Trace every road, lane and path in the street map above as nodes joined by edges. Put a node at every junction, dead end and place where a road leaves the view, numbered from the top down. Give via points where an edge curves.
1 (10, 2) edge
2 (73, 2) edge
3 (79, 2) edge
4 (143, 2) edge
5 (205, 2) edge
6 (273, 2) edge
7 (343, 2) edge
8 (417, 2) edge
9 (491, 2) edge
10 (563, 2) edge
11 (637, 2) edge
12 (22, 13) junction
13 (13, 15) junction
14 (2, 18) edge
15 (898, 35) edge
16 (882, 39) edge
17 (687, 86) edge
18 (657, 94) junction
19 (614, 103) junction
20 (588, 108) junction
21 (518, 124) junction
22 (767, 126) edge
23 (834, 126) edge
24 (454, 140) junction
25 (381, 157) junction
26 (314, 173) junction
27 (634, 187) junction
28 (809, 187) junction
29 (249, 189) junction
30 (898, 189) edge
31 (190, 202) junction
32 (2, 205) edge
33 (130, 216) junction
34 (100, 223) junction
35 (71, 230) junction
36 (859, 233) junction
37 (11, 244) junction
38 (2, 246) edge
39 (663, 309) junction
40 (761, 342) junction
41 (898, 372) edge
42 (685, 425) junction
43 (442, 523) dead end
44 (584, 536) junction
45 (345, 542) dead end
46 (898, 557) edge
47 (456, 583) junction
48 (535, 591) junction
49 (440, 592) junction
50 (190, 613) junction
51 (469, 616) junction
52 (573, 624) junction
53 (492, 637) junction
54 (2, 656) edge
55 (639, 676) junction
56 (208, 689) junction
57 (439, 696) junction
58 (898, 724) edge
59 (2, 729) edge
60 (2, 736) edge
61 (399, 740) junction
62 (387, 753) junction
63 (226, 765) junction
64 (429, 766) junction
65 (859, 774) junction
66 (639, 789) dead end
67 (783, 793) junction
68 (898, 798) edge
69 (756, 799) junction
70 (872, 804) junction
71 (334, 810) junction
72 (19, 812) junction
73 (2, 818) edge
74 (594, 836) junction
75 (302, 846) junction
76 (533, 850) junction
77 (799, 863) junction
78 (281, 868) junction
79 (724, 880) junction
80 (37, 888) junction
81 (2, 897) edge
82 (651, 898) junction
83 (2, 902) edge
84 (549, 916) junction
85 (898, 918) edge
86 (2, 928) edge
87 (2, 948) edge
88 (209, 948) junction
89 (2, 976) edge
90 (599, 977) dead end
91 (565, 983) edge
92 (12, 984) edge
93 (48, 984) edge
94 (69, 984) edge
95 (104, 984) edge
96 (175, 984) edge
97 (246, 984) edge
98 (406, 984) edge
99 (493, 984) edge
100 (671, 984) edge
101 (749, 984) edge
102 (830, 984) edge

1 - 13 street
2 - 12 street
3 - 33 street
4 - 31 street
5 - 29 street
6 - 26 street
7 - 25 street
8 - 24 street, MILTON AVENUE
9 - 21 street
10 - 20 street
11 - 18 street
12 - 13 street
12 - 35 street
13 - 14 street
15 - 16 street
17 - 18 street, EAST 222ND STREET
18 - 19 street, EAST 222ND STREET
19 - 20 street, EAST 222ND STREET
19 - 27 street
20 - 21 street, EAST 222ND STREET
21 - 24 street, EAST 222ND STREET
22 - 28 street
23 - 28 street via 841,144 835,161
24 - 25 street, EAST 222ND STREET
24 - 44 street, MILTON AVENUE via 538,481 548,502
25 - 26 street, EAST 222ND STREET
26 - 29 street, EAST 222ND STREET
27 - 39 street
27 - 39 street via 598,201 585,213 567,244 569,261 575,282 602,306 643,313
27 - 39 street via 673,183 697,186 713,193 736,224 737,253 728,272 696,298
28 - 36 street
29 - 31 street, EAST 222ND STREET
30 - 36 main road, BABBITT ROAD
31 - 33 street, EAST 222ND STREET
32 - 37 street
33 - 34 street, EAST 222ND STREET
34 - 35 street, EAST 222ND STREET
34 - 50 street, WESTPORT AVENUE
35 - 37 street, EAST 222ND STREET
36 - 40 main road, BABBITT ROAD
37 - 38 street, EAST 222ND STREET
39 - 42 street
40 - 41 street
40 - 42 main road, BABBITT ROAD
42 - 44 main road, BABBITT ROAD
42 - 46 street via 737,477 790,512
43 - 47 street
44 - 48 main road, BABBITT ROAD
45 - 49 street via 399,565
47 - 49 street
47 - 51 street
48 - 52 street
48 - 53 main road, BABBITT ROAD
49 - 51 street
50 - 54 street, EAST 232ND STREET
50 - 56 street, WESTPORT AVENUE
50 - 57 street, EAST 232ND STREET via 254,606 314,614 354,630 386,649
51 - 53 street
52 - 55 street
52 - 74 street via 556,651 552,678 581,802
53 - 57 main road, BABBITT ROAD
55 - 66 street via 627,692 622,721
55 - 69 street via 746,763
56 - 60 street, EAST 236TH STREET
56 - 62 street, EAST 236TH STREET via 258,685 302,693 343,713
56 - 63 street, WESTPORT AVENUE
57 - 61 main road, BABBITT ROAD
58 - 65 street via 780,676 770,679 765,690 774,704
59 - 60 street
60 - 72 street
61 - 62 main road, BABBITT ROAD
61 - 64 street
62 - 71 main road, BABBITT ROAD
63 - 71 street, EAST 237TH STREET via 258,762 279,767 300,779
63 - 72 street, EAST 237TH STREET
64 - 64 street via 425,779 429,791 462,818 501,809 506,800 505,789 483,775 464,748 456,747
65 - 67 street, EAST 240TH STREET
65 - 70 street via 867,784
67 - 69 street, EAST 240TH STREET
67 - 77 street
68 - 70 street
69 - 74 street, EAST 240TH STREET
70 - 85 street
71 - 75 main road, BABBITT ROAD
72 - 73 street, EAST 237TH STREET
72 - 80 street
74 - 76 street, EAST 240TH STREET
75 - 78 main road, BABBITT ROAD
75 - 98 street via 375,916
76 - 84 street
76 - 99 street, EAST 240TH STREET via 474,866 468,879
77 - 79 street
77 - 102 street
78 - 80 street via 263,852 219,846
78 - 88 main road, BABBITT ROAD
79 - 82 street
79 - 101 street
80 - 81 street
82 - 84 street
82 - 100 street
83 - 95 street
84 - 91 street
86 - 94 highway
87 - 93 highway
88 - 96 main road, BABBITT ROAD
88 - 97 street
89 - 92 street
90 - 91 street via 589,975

----------------

### AIM OF THE TASK
Start to finish, transcribe the listing above exactly.

### EXERCISE ANSWER
Trace every road, lane and path in the street map above as nodes joined by edges. Put a node at every junction, dead end and place where a road leaves the view, numbered from the top down. Give via points where an edge curves.
1 (10, 2) edge
2 (73, 2) edge
3 (79, 2) edge
4 (143, 2) edge
5 (205, 2) edge
6 (273, 2) edge
7 (343, 2) edge
8 (417, 2) edge
9 (491, 2) edge
10 (563, 2) edge
11 (637, 2) edge
12 (22, 13) junction
13 (13, 15) junction
14 (2, 18) edge
15 (898, 35) edge
16 (882, 39) edge
17 (687, 86) edge
18 (657, 94) junction
19 (614, 103) junction
20 (588, 108) junction
21 (518, 124) junction
22 (767, 126) edge
23 (834, 126) edge
24 (454, 140) junction
25 (381, 157) junction
26 (314, 173) junction
27 (634, 187) junction
28 (809, 187) junction
29 (249, 189) junction
30 (898, 189) edge
31 (190, 202) junction
32 (2, 205) edge
33 (130, 216) junction
34 (100, 223) junction
35 (71, 230) junction
36 (859, 233) junction
37 (11, 244) junction
38 (2, 246) edge
39 (663, 309) junction
40 (761, 342) junction
41 (898, 372) edge
42 (685, 425) junction
43 (442, 523) dead end
44 (584, 536) junction
45 (345, 542) dead end
46 (898, 557) edge
47 (456, 583) junction
48 (535, 591) junction
49 (440, 592) junction
50 (190, 613) junction
51 (469, 616) junction
52 (573, 624) junction
53 (492, 637) junction
54 (2, 656) edge
55 (639, 676) junction
56 (208, 689) junction
57 (439, 696) junction
58 (898, 724) edge
59 (2, 729) edge
60 (2, 736) edge
61 (399, 740) junction
62 (387, 753) junction
63 (226, 765) junction
64 (429, 766) junction
65 (859, 774) junction
66 (639, 789) dead end
67 (783, 793) junction
68 (898, 798) edge
69 (756, 799) junction
70 (872, 804) junction
71 (334, 810) junction
72 (19, 812) junction
73 (2, 818) edge
74 (594, 836) junction
75 (302, 846) junction
76 (533, 850) junction
77 (799, 863) junction
78 (281, 868) junction
79 (724, 880) junction
80 (37, 888) junction
81 (2, 897) edge
82 (651, 898) junction
83 (2, 902) edge
84 (549, 916) junction
85 (898, 918) edge
86 (2, 928) edge
87 (2, 948) edge
88 (209, 948) junction
89 (2, 976) edge
90 (599, 977) dead end
91 (565, 983) edge
92 (12, 984) edge
93 (48, 984) edge
94 (69, 984) edge
95 (104, 984) edge
96 (175, 984) edge
97 (246, 984) edge
98 (406, 984) edge
99 (493, 984) edge
100 (671, 984) edge
101 (749, 984) edge
102 (830, 984) edge

1 - 13 street
2 - 12 street
3 - 33 street
4 - 31 street
5 - 29 street
6 - 26 street
7 - 25 street
8 - 24 street, MILTON AVENUE
9 - 21 street
10 - 20 street
11 - 18 street
12 - 13 street
12 - 35 street
13 - 14 street
15 - 16 street
17 - 18 street, EAST 222ND STREET
18 - 19 street, EAST 222ND STREET
19 - 20 street, EAST 222ND STREET
19 - 27 street
20 - 21 street, EAST 222ND STREET
21 - 24 street, EAST 222ND STREET
22 - 28 street
23 - 28 street via 841,144 835,161
24 - 25 street, EAST 222ND STREET
24 - 44 street, MILTON AVENUE via 538,481 548,502
25 - 26 street, EAST 222ND STREET
26 - 29 street, EAST 222ND STREET
27 - 39 street
27 - 39 street via 598,201 585,213 567,244 569,261 575,282 602,306 643,313
27 - 39 street via 673,183 697,186 713,193 736,224 737,253 728,272 696,298
28 - 36 street
29 - 31 street, EAST 222ND STREET
30 - 36 main road, BABBITT ROAD
31 - 33 street, EAST 222ND STREET
32 - 37 street
33 - 34 street, EAST 222ND STREET
34 - 35 street, EAST 222ND STREET
34 - 50 street, WESTPORT AVENUE
35 - 37 street, EAST 222ND STREET
36 - 40 main road, BABBITT ROAD
37 - 38 street, EAST 222ND STREET
39 - 42 street
40 - 41 street
40 - 42 main road, BABBITT ROAD
42 - 44 main road, BABBITT ROAD
42 - 46 street via 737,477 790,512
43 - 47 street
44 - 48 main road, BABBITT ROAD
45 - 49 street via 399,565
47 - 49 street
47 - 51 street
48 - 52 street
48 - 53 main road, BABBITT ROAD
49 - 51 street
50 - 54 street, EAST 232ND STREET
50 - 56 street, WESTPORT AVENUE
50 - 57 street, EAST 232ND STREET via 254,606 314,614 354,630 386,649
51 - 53 street
52 - 55 street
52 - 74 street via 556,651 552,678 581,802
53 - 57 main road, BABBITT ROAD
55 - 66 street via 627,692 622,721
55 - 69 street via 746,763
56 - 60 street, EAST 236TH STREET
56 - 62 street, EAST 236TH STREET via 258,685 302,693 343,713
56 - 63 street, WESTPORT AVENUE
57 - 61 main road, BABBITT ROAD
58 - 65 street via 780,676 770,679 765,690 774,704
59 - 60 street
60 - 72 street
61 - 62 main road, BABBITT ROAD
61 - 64 street
62 - 71 main road, BABBITT ROAD
63 - 71 street, EAST 237TH STREET via 258,762 279,767 300,779
63 - 72 street, EAST 237TH STREET
64 - 64 street via 425,779 429,791 462,818 501,809 506,800 505,789 483,775 464,748 456,747
65 - 67 street, EAST 240TH STREET
65 - 70 street via 867,784
67 - 69 street, EAST 240TH STREET
67 - 77 street
68 - 70 street
69 - 74 street, EAST 240TH STREET
70 - 85 street
71 - 75 main road, BABBITT ROAD
72 - 73 street, EAST 237TH STREET
72 - 80 street
74 - 76 street, EAST 240TH STREET
75 - 78 main road, BABBITT ROAD
75 - 98 street via 375,916
76 - 84 street
76 - 99 street, EAST 240TH STREET via 474,866 468,879
77 - 79 street
77 - 102 street
78 - 80 street via 263,852 219,846
78 - 88 main road, BABBITT ROAD
79 - 82 street
79 - 101 street
80 - 81 street
82 - 84 street
82 - 100 street
83 - 95 street
84 - 91 street
86 - 94 highway
87 - 93 highway
88 - 96 main road, BABBITT ROAD
88 - 97 street
89 - 92 street
90 - 91 street via 589,975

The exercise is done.